Posted by: Jonathan King on July 7, 2003 07:50 PM

"[S]everal economists have suggested that open market operations may not be necessary for controlling the funds rate. Rather, they suggest that the Fed controls the funds rate through open mouth operations. The Fed merely indicates its desire to change the funds rate and the market does the rest.

"This paper investigates the extent to which the close relationship between the federal funds rate and the federal funds rate target is due to open market or open mouth operations...."

And it considers a third possibility too.

http://research.stlouisfed.org/wp/more/1999-022

Posted by: Jim Glass on July 7, 2003 08:12 PM

Thanks, Brad.

Posted by: Faith Witryol on July 8, 2003 12:51 AM

NIGHT OF THE LIVING DEAD???

One seeming monetarist has woken up from the Long Dark Night ...

http://news.ft.com/servlet/ContentServer?pagename=FT.com/StoryFT/FullStory&c=StoryFT&cid=1057562194782&p=1012571727126

Double bubble of Fed's own making
By Melvyn Krauss
Financial Times: July 7 2003

"Moreover, the US bond bubble was creating an unwanted European bond bubble as well.

Suffice it to say that the Fed's credibility suffered a significant blow when, at the June FOMC meeting, it opted to economise on its scarce supply of conventional bullets rather than push the new frontiers of monetary policy. " ...


"The unpleasant truth is that Mr Greenspan and his colleagues first created the bond bubble with their radical rhetoric, then burst it with their conventional actions." ...

Mr Greenspan is the "double bubble" man - not Mr Duisenberg. The Fed's fall from grace is valuable if only for putting the achievements - and shortcomings - of the ECB and Mr Duisenberg into proper perspective.

Posted by: Faith Witryol on July 8, 2003 01:18 AM

If you can, I would suggest getting hold of an old research discussion paper from the Reserve Bank of Australia: Bob Rankin, "The Cash Market in Australia", RDP 9214. The Australian cash market is the equivalent of the Fed Funds market.

The market for Fed Funds is demand driven, with the clearing banks on one side and the Fed on the other. The desired level of Fed Funds is the amount of liquidity that is needed for the market to function smoothly in transferring payments between banks. The central bank supplies whatever the market needs, at the target rate.

As for changing the rate, it is like a 'credible threat'. The Fed doesn't have to change supply to force a rate change, simply because is CAN change the supply.
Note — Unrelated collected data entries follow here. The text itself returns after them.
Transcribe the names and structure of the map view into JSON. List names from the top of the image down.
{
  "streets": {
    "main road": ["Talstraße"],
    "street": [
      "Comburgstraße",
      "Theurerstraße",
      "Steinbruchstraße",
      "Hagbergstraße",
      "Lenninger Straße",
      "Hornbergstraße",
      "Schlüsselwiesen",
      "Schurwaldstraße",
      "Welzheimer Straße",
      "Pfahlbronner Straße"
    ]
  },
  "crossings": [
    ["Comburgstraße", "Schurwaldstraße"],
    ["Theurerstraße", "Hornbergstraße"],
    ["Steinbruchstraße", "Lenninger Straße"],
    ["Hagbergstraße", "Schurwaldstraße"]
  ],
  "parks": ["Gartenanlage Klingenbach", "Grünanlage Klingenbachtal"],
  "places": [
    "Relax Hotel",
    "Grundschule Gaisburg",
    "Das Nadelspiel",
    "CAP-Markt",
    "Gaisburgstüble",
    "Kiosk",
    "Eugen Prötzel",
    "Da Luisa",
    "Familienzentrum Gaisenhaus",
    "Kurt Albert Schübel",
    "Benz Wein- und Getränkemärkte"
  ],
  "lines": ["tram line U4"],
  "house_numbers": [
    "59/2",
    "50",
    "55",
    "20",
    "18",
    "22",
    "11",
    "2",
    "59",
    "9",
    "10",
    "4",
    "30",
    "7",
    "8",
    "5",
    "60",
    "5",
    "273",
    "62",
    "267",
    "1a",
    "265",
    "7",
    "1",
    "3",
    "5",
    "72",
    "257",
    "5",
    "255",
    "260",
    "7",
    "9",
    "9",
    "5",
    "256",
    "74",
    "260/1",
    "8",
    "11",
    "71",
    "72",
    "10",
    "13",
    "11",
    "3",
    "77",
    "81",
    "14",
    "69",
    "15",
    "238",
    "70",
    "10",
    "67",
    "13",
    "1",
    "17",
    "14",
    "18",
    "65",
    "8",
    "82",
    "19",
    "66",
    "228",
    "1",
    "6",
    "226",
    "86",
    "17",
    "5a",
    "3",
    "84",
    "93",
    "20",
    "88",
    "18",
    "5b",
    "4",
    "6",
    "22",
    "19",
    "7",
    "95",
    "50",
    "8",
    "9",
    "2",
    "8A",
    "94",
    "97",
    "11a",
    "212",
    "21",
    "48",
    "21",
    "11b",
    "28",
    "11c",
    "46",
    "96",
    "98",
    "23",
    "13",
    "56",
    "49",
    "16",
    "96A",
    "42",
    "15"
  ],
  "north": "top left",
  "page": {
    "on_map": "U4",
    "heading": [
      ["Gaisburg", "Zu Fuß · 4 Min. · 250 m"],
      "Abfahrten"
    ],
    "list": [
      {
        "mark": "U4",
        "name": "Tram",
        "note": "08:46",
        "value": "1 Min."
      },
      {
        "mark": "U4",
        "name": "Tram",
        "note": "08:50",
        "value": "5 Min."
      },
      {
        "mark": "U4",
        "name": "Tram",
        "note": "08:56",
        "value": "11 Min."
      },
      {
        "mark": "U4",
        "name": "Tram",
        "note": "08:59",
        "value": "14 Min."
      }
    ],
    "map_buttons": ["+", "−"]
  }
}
Better for the market to accommodate the rate change, rather tham have its collective arm twisted by the Fed. When there is some supply change, this is possibly the Fed doing a little bit of arm-twisting to bring recalcitrant market participants into line.

Posted by: Mark on July 8, 2003 01:19 AM

Having just done a course in graduate macro, I was depressed to discover that the theory largely still thinks the money supply is what it's all about.

Posted by: Mark on July 8, 2003 01:26 AM

Not any worse than talking with a free trader, makes you want to turn into a salmon so you can swim upstream and die.